Bonjour Jean-Michel,
J'aime assez l'approche de la LQG.
Alors, je pense que, oui, l'espace-temps est "granulaire".
Il y a aussi, de manière générale,
de très bonnes raisons de le croire.
Va voir : http://xxx.lanl.gov/abs/gr-qc/9403008
(gravitéquantique et longueur minimale)
Remarques :
1) cette granularité est une conséquence de la théorie
(qui part de la relativité générale et applique brutalement
les postulats de la mécanique quantique).
C'est un résultat remarquable que d'avoir pu calculer
le specte de l'opérateur "surface".
2) Attention, il ne faut pas voir cette granularité
(dans cette approche) comme un espace-temps
bêtement discret. C'est plus compliqué que cela.
Ce qui est discrétisé ce n'est pas les instants ou
les positions mais les durées, les surfaces,...

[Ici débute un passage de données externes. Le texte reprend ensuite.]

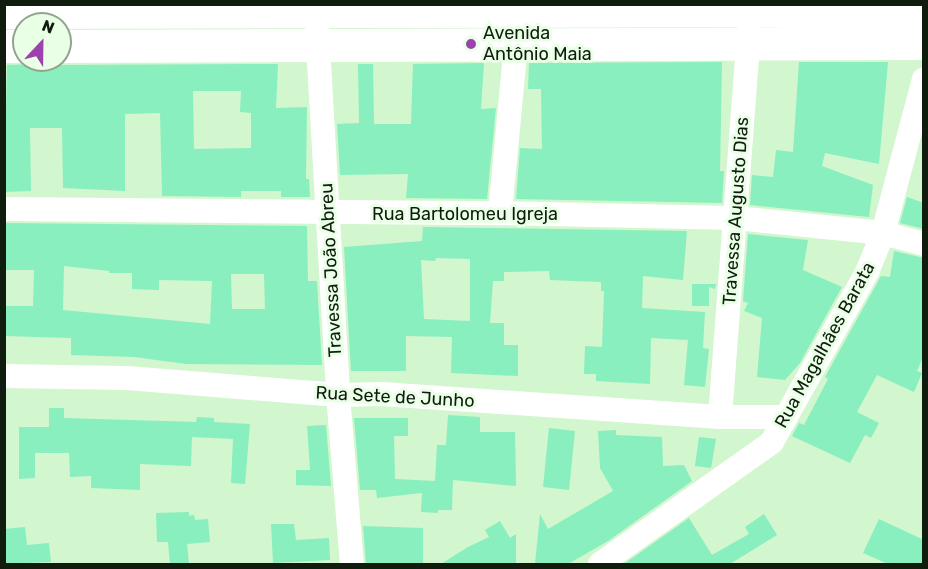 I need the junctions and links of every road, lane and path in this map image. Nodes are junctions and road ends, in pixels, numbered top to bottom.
1 (152, 8) edge
2 (517, 8) edge
3 (751, 8) edge
4 (4, 12) edge
5 (924, 14) edge
6 (317, 28) junction
7 (747, 43) junction
8 (924, 43) edge
9 (516, 44) junction
10 (72, 45) edge
11 (924, 80) edge
12 (4, 209) edge
13 (328, 213) junction
14 (500, 213) junction
15 (736, 218) junction
16 (883, 233) junction
17 (924, 244) edge
18 (4, 376) edge
19 (338, 395) junction
20 (720, 417) junction
21 (786, 417) junction
22 (352, 564) edge
23 (600, 564) edge

1 - 4 main road
1 - 6 main road
2 - 3 main road
2 - 6 main road
3 - 5 main road
3 - 7 street, Travessa Augusto Dias
6 - 9 main road
6 - 10 main road
6 - 13 street, Travessa João Abreu
7 - 8 main road
7 - 9 main road
7 - 15 street, Travessa Augusto Dias
9 - 14 street
11 - 16 street, Rua Magalhães Barata
12 - 13 street, Rua Bartolomeu Igreja
13 - 14 street, Rua Bartolomeu Igreja
13 - 19 street, Travessa João Abreu
14 - 15 street, Rua Bartolomeu Igreja
15 - 16 street, Rua Bartolomeu Igreja
15 - 20 street, Travessa Augusto Dias
16 - 17 street, Rua Bartolomeu Igreja
16 - 21 street, Rua Magalhães Barata
18 - 19 street, Rua Sete de Junho
19 - 20 street, Rua Sete de Junho
19 - 22 street, Travessa João Abreu
20 - 21 street, Rua Sete de Junho
21 - 23 street, Rua Magalhães Barata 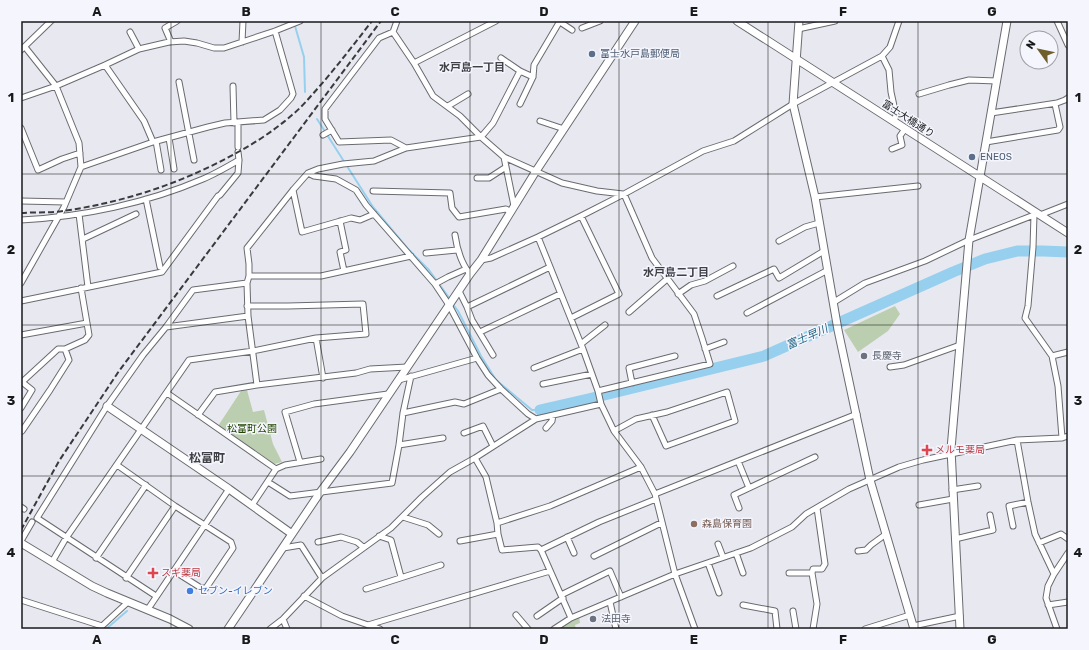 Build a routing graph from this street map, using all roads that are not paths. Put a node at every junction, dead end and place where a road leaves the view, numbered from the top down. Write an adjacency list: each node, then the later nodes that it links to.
1 (50, 21): 25 (street)
2 (177, 21): 22 (street)
3 (243, 21): 23 (street)
4 (396, 21): 21 (street)
5 (496, 21): 30 (street)
6 (600, 21): 16 (street)
7 (635, 21): 53 (street)
8 (737, 21): 29 (street, 富士大橋通り)
9 (799, 21): 17 (street)
10 (836, 21): 17 (street)
11 (898, 21): 27 (street)
12 (1007, 21): 34 (street)
13 (1057, 21): 24 (street)
14 (560, 22): 18 (street); 33 (street)
15 (293, 23): 19 (street)
16 (582, 28)
17 (798, 29): 29 (street)
18 (572, 30)
19 (275, 31): 23 (street); 50 (street)
20 (130, 32): 26 (street)
21 (393, 32): 30 (street); 59 (street)
22 (171, 42): 23 (street); 26 (street)
23 (242, 42)
24 (1068, 44)
25 (22, 49): 37 (street)
26 (139, 49): 31 (street)
27 (882, 56): 36 (street); 49 (street)
28 (501, 58): 32 (street)
29 (796, 59): 36 (street, 富士大橋通り); 44 (street)
30 (414, 64): 46 (street)
31 (105, 65): 37 (street); 57 (street)
32 (520, 71): 33 (street); 55 (street)
33 (532, 77): 43 (street)
34 (997, 81): 40 (street); 47 (street)
35 (179, 82): 54 (street)
36 (833, 83): 44 (street); 49 (street, 富士大橋通り)
37 (56, 86): 41 (street); 61 (street)
38 (233, 86): 50 (street)
39 (468, 94): 46 (street)
40 (918, 94)
41 (21, 98)
42 (1068, 98): 45 (street)
43 (520, 104)
44 (794, 104): 76 (street); 77 (street)
45 (1055, 104): 47 (street); 58 (street)
46 (448, 106): 55 (street)
47 (991, 113): 58 (street)
48 (540, 121): 53 (street)
49 (894, 122): 52 (street, 富士大橋通り)
50 (236, 123): 54 (street); 64 (street)
51 (21, 128): 61 (street)
52 (906, 129): 60 (street); 71 (street, 富士大橋通り)
53 (564, 130): 69 (street)
54 (188, 132): 56 (street); 63 (street)
55 (481, 137): 59 (street); 62 (street)
56 (169, 138): 57 (street); 67 (street)
57 (155, 142): 65 (street); 68 (street)
58 (986, 142): 71 (street)
59 (406, 148): 70 (street)
60 (892, 149)
61 (80, 153): 65 (street)
62 (504, 157): 66 (street); 69 (street)
63 (194, 160)
64 (239, 160): 78 (street); 114 (street)
65 (81, 167): 80 (street)
66 (506, 167): 72 (street); 82 (street)
67 (174, 169)
68 (161, 170)
69 (536, 171): 76 (street); 82 (street)
70 (308, 174): 74 (street); 85 (street)
71 (980, 177): 86 (street, 富士大橋通り); 96 (street)
72 (477, 178)
73 (918, 186): 77 (street)
74 (293, 190): 90 (street); 109 (street)
75 (373, 191): 82 (street)
76 (624, 194): 87 (street); 110 (street)
77 (814, 197): 91 (street)
78 (146, 199): 83 (street); 104 (street)
79 (21, 201): 80 (street)
80 (66, 202): 88 (street)
81 (1068, 204): 86 (street)
82 (512, 209): 102 (street)
83 (79, 214): 88 (street); 95 (street)
84 (136, 214): 95 (street)
85 (374, 214): 90 (street); 101 (street)
86 (1036, 214): 92 (street, 富士大橋通り); 96 (street); 143 (street)
87 (581, 216): 94 (street); 127 (street)
88 (58, 217): 89 (street); 111 (street)
89 (21, 220)
90 (340, 221): 107 (street)
91 (819, 223): 97 (street); 99 (street)
92 (1068, 233)
93 (455, 235): 98 (street)
94 (538, 237): 102 (street); 105 (street)
95 (83, 239): 114 (street)
96 (969, 240): 121 (street); 135 (street)
97 (779, 241)
98 (457, 250): 100 (street); 108 (street)
99 (824, 251): 106 (street); 118 (street)
100 (426, 253)
101 (411, 256): 107 (street); 113 (street)
102 (481, 260): 108 (street)
103 (733, 266): 117 (street)
104 (160, 267)
105 (550, 267): 116 (street); 123 (street)
106 (828, 270): 121 (street); 125 (street)
107 (344, 271): 109 (street)
108 (468, 272): 113 (street); 119 (street)
109 (249, 276): 112 (street)
110 (667, 279): 117 (street); 124 (street)
111 (21, 282)
112 (247, 283): 122 (street); 130 (street)
113 (436, 283): 119 (street)
114 (88, 287): 115 (street)
115 (81, 288): 120 (street); 128 (street)
116 (560, 294): 127 (street); 131 (street)
117 (678, 294): 138 (street)
118 (717, 296)
119 (453, 299): 123 (street); 144 (street); 145 (street)
120 (21, 300)
121 (834, 302): 164 (street)
122 (247, 306): 126 (street); 133 (street)
123 (467, 307): 131 (street)
124 (630, 312)
125 (747, 313)
126 (248, 316): 130 (street); 139 (street)
127 (571, 318): 136 (street)
128 (87, 323): 132 (street); 137 (street)
129 (605, 325): 136 (street)
130 (166, 327): 161 (street)
131 (480, 332): 141 (street)
132 (21, 335)
133 (316, 338): 139 (street); 150 (street)
134 (724, 342): 138 (street)
135 (960, 345): 146 (street); 180 (street)
136 (582, 347): 147 (street); 148 (street)
137 (66, 349): 152 (street); 171 (street)
138 (706, 349): 153 (street)
139 (253, 351): 155 (street); 158 (street)
140 (1068, 352): 143 (street)
141 (493, 355)
142 (675, 356): 153 (street)
143 (1052, 356): 176 (street)
144 (477, 358): 149 (street); 156 (street)
145 (407, 367): 150 (street); 151 (street)
146 (890, 367)
147 (534, 368)
148 (592, 374): 154 (street); 157 (street)
149 (411, 376): 151 (street); 163 (street)
150 (323, 378): 155 (street)
151 (398, 380): 159 (street)
152 (22, 383): 162 (street)
153 (632, 383): 157 (street)
154 (543, 384)
155 (257, 385): 165 (street)
156 (501, 389): 163 (street); 168 (street)
157 (598, 391): 160 (street)
158 (167, 393): 165 (street); 170 (street)
159 (388, 394): 185 (street); 196 (street)
160 (601, 404): 166 (street); 172 (street)
161 (107, 406): 170 (street); 218 (street)
162 (21, 408)
163 (403, 413): 178 (street)
164 (857, 414): 184 (street); 189 (street)
165 (198, 415): 188 (street)
166 (553, 415): 168 (street); 169 (street)
167 (652, 415): 167 (street); 172 (street)
168 (536, 419): 179 (street)
169 (546, 428)
170 (142, 429): 186 (street); 194 (street)
171 (22, 431)
172 (614, 431): 187 (street)
173 (464, 433): 179 (street)
174 (1068, 436): 176 (street)
175 (443, 438): 178 (street)
176 (1062, 438): 177 (street)
177 (1017, 440): 180 (street); 199 (street)
178 (399, 445): 196 (street)
179 (493, 446): 182 (street)
180 (950, 454): 189 (street); 195 (street)
181 (815, 457): 193 (street)
182 (475, 458): 206 (street); 208 (street)
183 (321, 459): 185 (street)
184 (738, 461): 193 (street); 197 (street)
185 (300, 462): 188 (street)
186 (117, 465): 191 (street); 218 (street)
187 (641, 467): 197 (street); 208 (street)
188 (276, 469): 190 (street)
189 (870, 480): 204 (street); 215 (street)
190 (268, 482): 196 (street); 200 (street)
191 (146, 485): 202 (street); 235 (street)
192 (978, 486): 195 (street)
193 (749, 488): 203 (street)
194 (229, 489): 200 (street); 210 (street)
195 (952, 490): 198 (street)
196 (320, 491): 212 (street)
197 (656, 497): 209 (street); 217 (street)
198 (953, 499): 201 (street); 219 (street)
199 (1028, 502): 211 (street); 224 (street)
200 (252, 505): 212 (street)
201 (919, 505)
202 (175, 506): 210 (street); 247 (street)
203 (739, 508)
204 (817, 508): 231 (street); 243 (street)
205 (990, 515): 219 (street)
206 (403, 517): 213 (street); 216 (street)
207 (32, 522): 222 (street)
208 (497, 523): 214 (street)
209 (661, 523): 233 (street); 244 (street)
210 (205, 525): 239 (street); 239 (street)
211 (1013, 526)
212 (292, 534): 227 (street)
213 (439, 534)
214 (498, 534): 221 (street); 228 (street)
215 (886, 534): 229 (street); 264 (street)
216 (380, 536): 226 (street); 246 (street)
217 (567, 537): 228 (street); 230 (street)
218 (66, 538): 235 (street); 236 (street)
219 (955, 539): 266 (street)
220 (1068, 539): 224 (street)
221 (460, 541)
222 (21, 542): 236 (street)
223 (318, 542): 226 (street)
224 (1039, 543): 245 (street)
225 (718, 544): 234 (street)
226 (363, 547): 248 (street)
227 (283, 548): 248 (street); 272 (street)
228 (541, 550): 240 (street)
229 (858, 551)
230 (574, 553)
231 (736, 553): 234 (street); 241 (street)
232 (1068, 553): 245 (street)
233 (594, 556)
234 (723, 557): 237 (street)
235 (96, 558): 247 (street)
236 (52, 562): 256 (street)
237 (708, 563): 244 (street); 250 (street)
238 (442, 566): 246 (street)
239 (174, 571): 251 (street)
240 (550, 571): 253 (street); 269 (street)
241 (743, 573)
242 (789, 573): 243 (street)
243 (812, 573): 282 (street)
244 (675, 574): 254 (street); 279 (street)
245 (1054, 574): 260 (street)
246 (401, 577): 249 (street)
247 (126, 578): 251 (street)
248 (322, 578): 252 (street)
249 (366, 589)
250 (719, 592)
251 (156, 596): 261 (street)
252 (304, 596): 268 (street); 269 (street)
253 (562, 596): 254 (street); 265 (street); 267 (street)
254 (621, 597): 257 (street)
255 (21, 600): 256 (street)
256 (128, 602): 261 (street)
257 (610, 602): 267 (street); 278 (street)
258 (1068, 602): 260 (street)
259 (743, 605): 280 (street)
260 (1048, 605): 285 (street)
261 (148, 609): 271 (street)
262 (794, 612): 281 (street)
263 (516, 615): 276 (street)
264 (910, 615): 270 (street); 283 (street)
265 (538, 616)
266 (960, 616): 270 (street); 284 (street)
267 (571, 618): 277 (street)
268 (283, 619): 273 (street); 274 (street)
269 (368, 625): 275 (street)
270 (914, 627)
271 (189, 629)
272 (228, 629)
273 (270, 629)
274 (287, 629)
275 (380, 629)
276 (528, 629)
277 (554, 629)
278 (616, 629)
279 (695, 629)
280 (777, 629)
281 (796, 629)
282 (813, 629)
283 (865, 629)
284 (960, 629)
285 (1057, 629)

(je n'ai pas dit que tu commetais l'erreur,
je tenais juste à la préciser).
En plus c'est une superposition d'états comme
toujours en MQ.
C'est une possibilité mais nottons que, en LQG, ce n'est
pas à cela qu'on arrive.
Tout d'abord il y a la complication signalée ci-dessus :
ça doit être une superposition d'états. Complication
épineuse et dont les difficultés sont actuellement
non résolues. On chercher toujours la description
des états "semi-classiques" (superposition d'états
correspondant "au mieux" à un état classique).
Quand on remonte le temps, avec la LQG, on arrive
à un état composé de quelques dizaines de "mailles"
(pour la partie correspondant à l'univers observable
et dans la représentation en réseau des mousses de spins)
puis si on remonte encore, ça conduit à une structure chaotique
où le temps et l'espace n'existent plus vraiment
et que personne ne comprend vraiment.